Funny this year how Amazon seems to more often have the newer stuff in stock--and I mean "Sold by Amazon." One example would be the Rf 100-500mm, consistently in stock for months now, while other stores have been showing backordered during the same time.

Have we ever had a thread about "binning"? Is it just voodoo superstition to wonder if the top merchants dedicated to photography, and having been loyal Canon authorized-dealers for decades, might get batches of lenses and bodies that perform slightly better in the QC tests coming off the assembly lines?

It is hard for me to completely shake the _feeling_ that what our favorite big New York (and other!) camera shops sell is somehow cherry-picked. (And of course this is so easy to "confirm" with one or two anecdotes--but no solid statistical data. In other words, I get one sub-par item from the Big River, and I believe they are selling second-tier stuff. That ain't scientific at all!)

One comparison I have is computer monitors: There was a time when a strong belief existed online that Dell-direct sold better performing monitors than those sold at online retailers. Many customer-reviews and forum preachers were sure Dell cherry-picked what they sold directly, and backed up such claims with the fact that Dell was giving an extra year of warranty for their direct-sale monitors. 

Or, has anybody else had the experience of researching flat-panel TV's and reading many places that certain production codes were associated with significantly better image-quality? One variation of this was a belief that early production runs used better displays, and then once a model had been well received and started selling well, a bit of bait and switch would take place, with a different display being used in the chassis, one that was close but slightly inferior. That kind of talk made me roll my eyes...

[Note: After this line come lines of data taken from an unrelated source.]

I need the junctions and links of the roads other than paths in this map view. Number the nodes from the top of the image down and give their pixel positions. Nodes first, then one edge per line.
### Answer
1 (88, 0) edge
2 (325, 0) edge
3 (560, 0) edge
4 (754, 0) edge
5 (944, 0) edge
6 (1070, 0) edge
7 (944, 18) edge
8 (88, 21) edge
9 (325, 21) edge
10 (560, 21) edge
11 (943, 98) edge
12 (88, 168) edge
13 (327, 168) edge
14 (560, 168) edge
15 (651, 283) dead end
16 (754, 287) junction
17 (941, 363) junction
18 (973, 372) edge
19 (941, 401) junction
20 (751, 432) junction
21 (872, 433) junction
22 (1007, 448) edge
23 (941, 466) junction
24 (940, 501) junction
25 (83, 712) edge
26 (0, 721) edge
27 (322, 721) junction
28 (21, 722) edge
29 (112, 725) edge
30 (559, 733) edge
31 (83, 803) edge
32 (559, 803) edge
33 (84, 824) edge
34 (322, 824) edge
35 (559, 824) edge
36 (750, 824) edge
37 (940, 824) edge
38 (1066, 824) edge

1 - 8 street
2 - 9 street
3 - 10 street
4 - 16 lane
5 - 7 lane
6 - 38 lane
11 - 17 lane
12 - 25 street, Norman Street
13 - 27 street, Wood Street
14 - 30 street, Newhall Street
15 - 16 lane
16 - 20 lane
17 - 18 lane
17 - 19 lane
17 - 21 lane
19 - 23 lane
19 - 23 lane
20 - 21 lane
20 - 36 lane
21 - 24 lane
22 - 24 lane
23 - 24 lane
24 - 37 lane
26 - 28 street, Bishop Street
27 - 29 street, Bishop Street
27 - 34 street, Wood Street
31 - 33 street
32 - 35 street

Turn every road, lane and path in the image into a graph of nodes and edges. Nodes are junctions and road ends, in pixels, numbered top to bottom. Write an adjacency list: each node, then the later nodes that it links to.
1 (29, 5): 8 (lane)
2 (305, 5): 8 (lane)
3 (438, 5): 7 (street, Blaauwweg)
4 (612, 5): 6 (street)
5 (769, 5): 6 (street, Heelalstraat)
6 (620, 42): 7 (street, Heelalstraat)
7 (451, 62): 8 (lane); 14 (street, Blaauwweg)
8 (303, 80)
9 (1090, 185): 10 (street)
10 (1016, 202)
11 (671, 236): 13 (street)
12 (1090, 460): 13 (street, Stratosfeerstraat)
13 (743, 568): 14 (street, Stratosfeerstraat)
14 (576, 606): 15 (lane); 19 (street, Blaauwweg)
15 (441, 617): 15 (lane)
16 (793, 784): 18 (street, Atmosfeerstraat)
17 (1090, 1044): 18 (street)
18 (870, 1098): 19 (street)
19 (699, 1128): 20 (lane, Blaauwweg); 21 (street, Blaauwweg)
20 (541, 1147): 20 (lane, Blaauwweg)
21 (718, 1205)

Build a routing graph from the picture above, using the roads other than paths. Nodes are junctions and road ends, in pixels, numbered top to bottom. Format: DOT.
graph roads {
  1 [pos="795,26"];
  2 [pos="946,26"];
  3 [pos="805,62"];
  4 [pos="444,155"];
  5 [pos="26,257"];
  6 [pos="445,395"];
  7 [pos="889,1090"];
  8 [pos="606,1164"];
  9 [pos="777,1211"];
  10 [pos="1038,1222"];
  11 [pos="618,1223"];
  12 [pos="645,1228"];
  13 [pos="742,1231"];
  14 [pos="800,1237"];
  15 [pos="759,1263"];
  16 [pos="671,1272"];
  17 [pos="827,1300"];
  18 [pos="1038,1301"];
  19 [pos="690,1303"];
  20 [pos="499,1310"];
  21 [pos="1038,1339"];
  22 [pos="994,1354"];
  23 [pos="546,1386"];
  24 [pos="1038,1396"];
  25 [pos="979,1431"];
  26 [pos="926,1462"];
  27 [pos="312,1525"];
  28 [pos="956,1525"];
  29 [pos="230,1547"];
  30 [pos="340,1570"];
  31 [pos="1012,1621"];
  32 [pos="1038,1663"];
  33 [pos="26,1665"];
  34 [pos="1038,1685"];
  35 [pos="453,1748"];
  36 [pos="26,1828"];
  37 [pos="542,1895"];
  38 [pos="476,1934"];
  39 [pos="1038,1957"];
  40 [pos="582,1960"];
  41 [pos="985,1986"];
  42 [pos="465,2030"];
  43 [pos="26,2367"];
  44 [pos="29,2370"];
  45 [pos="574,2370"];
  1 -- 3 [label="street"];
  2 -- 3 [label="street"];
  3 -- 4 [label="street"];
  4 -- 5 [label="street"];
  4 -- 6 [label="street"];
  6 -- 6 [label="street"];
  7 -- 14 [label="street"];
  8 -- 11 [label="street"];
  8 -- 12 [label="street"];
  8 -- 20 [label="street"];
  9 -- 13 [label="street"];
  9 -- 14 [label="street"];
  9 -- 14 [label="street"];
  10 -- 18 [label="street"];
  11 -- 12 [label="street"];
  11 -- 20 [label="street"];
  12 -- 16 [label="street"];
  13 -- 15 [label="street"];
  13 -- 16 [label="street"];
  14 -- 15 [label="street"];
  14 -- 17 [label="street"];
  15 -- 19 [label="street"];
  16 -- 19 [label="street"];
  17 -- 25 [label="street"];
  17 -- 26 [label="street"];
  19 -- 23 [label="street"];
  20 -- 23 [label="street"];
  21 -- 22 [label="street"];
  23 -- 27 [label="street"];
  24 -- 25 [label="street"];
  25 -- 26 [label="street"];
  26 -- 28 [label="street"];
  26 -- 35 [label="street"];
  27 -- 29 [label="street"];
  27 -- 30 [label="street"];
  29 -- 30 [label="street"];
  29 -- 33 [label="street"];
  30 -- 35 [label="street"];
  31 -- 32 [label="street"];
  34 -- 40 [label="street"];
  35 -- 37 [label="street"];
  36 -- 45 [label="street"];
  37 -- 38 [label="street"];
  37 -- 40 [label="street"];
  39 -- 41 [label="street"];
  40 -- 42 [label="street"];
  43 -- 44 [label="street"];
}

With Canon, I believe we know that their topline gear is made and assembled in Japan. I would not even imagine that the parts they use are ever anything lesser in quality to what was originally used in the first production runs. But I can imagine--and I do mean IMAGINE--that some copies of lenses test sharper than others. The best go to store A, B, and C, while the ones that are in-spec but not the best go to, well, behemoths. Again, this is PURE SPECULATION, just Sunday morning rumination to go with my coffee. 

(RUMORS site, right?)

I'd imagine there is a range of readers here going from thinking such ideas about Canon/Nikon/Sony gear are just nuts to being pretty sure there is something to it.


----------



## Joules (Feb 7, 2021)

If manufacturers were shipping different levels of quality to different vendors, I would expect at least one party to confirm this at least indirectly through marketing materials. What is the point of putting extra resources into the QC (both the actual process as well as grouping and storing shipments based on the results) and not making any attempt to get a return on this?

There are a lot of people who make extensive use of the Amazon return policy when shopping for items with known quality variance (IPS displays, 3rd party lenses, overclocking oriented CPUs, ...). Basically, buy a batch, test them and send back all but the best one. For high value items, I would not be surprised if these returned units get back into circulation. Still just speculation that I have not spend time to back it up yet, but more plausible to me than the manufacturers being responsible.

Alternatively, you could just look at the difference in absolute sales. If Amazon sells a lot more of a certain product, a larger portion of subpar units will be sold by them. So you will have a larger number of dissatisfied customers in the first place, and due to the purely online nature of the business, will amplify their complaints by making them more visible than for example a call or visit with a store employee.


----------



## Joules (Feb 7, 2021)

YuengLinger said:


> One variation of this was a belief that early production runs used better displays, and then once a model had been well received and started selling well, a bit of bait and switch would take place, with a different display being used in the chassis, one that was close but slightly inferior. That kind of talk made me roll my eyes...
> 
> With Canon, I believe we know that their topline gear is made and assembled in Japan. I would not even imagine that the parts they use are ever anything lesser in quality to what was originally used in the first production runs.


This is a different subject I believe. You can absolutely not assume that you will get identical products when you buy with significant time between them.

Production processes change over time, as do suppliers. That alone will lead to some degree of change over time for many different types of products. Many companies do not rely on a single supplier for many of their components, and so you can get different products even if bought in the same time frame.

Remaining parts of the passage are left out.